Blumenauer traces America's biking bust to the 1970s and '80s, when U.S. manufacturers looked overseas to cut costs when demand for biking fell in the face of rising car dependency. In the process, though, those manufacturers too often came to rely on foreign companies whose "competitive advantage is its willingness to build dirty products with the support of government subsidies, while paying workers the equivalent of two dollars an hour," as Jeff Ferry of the Coalition for a Prosperous America once told Streetsblog.

Needless to say, that reliance on cheap, carbon-intensive steel and abusive labor practices can also lead to some poorly-made bikes that transportation riders can't rely on.
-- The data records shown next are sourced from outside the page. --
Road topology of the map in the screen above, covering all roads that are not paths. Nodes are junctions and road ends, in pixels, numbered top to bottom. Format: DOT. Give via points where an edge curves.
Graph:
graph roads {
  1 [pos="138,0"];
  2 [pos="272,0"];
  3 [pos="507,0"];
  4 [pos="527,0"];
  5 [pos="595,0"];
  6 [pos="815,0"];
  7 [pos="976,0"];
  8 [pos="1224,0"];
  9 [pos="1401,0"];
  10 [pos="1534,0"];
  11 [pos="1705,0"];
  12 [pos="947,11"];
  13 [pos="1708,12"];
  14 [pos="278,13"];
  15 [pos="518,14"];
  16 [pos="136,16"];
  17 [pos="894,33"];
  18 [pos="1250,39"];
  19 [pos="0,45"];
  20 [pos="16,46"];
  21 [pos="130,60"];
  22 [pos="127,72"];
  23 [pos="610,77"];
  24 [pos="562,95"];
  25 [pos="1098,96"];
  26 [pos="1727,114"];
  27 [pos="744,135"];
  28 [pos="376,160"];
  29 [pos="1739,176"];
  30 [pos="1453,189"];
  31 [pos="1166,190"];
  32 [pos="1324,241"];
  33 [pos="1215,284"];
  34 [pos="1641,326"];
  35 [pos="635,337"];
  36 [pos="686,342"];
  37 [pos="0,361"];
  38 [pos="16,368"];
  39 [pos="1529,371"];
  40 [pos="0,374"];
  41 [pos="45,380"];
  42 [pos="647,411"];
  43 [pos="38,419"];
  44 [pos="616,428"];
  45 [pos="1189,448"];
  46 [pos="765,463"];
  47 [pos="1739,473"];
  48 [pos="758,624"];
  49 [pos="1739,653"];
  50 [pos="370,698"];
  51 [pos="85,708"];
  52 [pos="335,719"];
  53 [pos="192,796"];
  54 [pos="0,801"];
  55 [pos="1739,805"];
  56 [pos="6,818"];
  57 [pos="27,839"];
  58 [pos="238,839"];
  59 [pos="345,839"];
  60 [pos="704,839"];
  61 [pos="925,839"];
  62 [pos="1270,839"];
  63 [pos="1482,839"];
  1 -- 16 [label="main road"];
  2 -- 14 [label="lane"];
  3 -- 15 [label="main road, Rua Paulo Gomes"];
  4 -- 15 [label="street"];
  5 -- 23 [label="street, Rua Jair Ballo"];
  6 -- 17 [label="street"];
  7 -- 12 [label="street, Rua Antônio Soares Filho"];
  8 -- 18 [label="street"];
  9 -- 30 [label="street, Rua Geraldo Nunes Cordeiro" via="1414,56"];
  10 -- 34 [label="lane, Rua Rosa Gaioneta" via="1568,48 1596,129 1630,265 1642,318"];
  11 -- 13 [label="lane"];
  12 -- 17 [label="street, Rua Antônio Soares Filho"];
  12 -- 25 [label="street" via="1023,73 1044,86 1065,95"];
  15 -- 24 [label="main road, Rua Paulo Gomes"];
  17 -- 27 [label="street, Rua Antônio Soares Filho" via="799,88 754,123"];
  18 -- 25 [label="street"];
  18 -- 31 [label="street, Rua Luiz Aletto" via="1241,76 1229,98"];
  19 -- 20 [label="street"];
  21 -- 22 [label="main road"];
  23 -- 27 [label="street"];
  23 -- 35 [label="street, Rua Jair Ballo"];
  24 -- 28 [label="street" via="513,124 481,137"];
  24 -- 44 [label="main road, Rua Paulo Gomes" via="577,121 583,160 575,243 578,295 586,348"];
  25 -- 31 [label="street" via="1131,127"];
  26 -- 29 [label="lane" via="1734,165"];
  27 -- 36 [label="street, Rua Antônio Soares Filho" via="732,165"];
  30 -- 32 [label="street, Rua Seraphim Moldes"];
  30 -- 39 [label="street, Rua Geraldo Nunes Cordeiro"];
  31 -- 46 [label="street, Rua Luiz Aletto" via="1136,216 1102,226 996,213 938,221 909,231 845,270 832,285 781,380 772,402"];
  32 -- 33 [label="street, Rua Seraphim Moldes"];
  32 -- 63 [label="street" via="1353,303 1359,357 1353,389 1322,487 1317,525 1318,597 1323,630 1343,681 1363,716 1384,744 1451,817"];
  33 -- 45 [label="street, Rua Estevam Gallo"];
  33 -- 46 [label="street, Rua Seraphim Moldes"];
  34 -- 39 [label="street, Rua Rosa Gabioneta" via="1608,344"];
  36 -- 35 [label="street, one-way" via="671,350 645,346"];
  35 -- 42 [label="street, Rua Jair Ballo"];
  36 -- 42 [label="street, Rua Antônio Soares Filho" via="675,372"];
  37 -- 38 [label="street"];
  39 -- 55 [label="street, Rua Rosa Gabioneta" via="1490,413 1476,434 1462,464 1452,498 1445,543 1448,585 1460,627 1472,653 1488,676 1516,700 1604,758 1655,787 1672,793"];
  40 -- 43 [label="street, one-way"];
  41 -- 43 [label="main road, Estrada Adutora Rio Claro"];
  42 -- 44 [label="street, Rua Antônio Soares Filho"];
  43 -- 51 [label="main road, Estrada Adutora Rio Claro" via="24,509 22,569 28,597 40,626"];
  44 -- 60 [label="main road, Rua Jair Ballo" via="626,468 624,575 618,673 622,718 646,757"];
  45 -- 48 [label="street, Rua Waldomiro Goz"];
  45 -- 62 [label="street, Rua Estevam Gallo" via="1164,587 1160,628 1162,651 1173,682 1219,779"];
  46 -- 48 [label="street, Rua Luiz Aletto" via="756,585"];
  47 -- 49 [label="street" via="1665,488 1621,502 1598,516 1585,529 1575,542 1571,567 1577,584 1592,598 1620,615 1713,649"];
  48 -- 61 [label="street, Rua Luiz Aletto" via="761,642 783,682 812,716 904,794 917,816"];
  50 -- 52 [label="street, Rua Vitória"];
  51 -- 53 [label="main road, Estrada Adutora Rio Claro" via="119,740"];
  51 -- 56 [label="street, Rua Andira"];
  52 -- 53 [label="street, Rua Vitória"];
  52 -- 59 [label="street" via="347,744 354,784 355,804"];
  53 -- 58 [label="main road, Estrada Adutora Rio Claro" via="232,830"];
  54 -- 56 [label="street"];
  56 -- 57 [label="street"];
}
Under the infamous "de minimis" loophole, overseas companies are even exempt from certain customs processes, duties, and taxes when they import individual bikes that cost less than $800 — and they're also exempt from some Consumer Product Safety Commission regulations designed to ensure that cycles are sturdy and safe.

That's been particularly disastrous in the era of the e-bike, when low-income workers like New York City's legions of "deliveristas" have turned to sites like Alibaba to buy the cheapest pedal-assist rides they can find — and ended up with exploding, non-certified batteries that have burned down whole buildings and killed people inside. And while exempting e-bikes from the de minimis rule is one obvious solution, Blumenauer argues that it's just as important to make sure the these vehicles can be made in America in the first place.

“The e-bike gets people out, and it makes anybody a bicycle rider into a bike commuter almost overnight. … Making the e-bike more accessible — and producing it here in the United States —  just multiplies the benefits, making it available to more and more communities," he added.

Blumenauer stressed that many communities are already building up their appetite for two-wheeled transportation, and that another bike-buying boom could very well be on the horizon.

Between bicycle-boosting programs in the Bipartisan Infrastructure Law, the Inflation Reduction Act, and a wave of state and local e-bike incentives — not to mention Blumenaeur's own proposed legislation to expand tax credits to bicycle commuters and give Americans federal e-bike incentives — he thinks U.S. communities are poised to build more infrastructure and unleash more new riders than ever before.

With its all that coming down the pike, the congressman argues that U.S. manufacturers should stand at the ready to get a new generation of Americans in the saddle — and with just a little help, those bikes could and should be U.S.-made.

“Saving lives on the road has no more powerful ingredient than putting more people on bikes on the road," Blumenauer added. "There's safety in numbers. … When people have an opportunity to ride safely, it encourages more to join us [them]; it provides momentum for the planning processes that are taking place around the country now, to be able to move them into the actual development and implementation stage; it raises the profile of cycling as a viable transportation alternative … This is a movement that is gaining steam on a daily basis. And [on-shoring manufacturing] would be an important component to add to it.”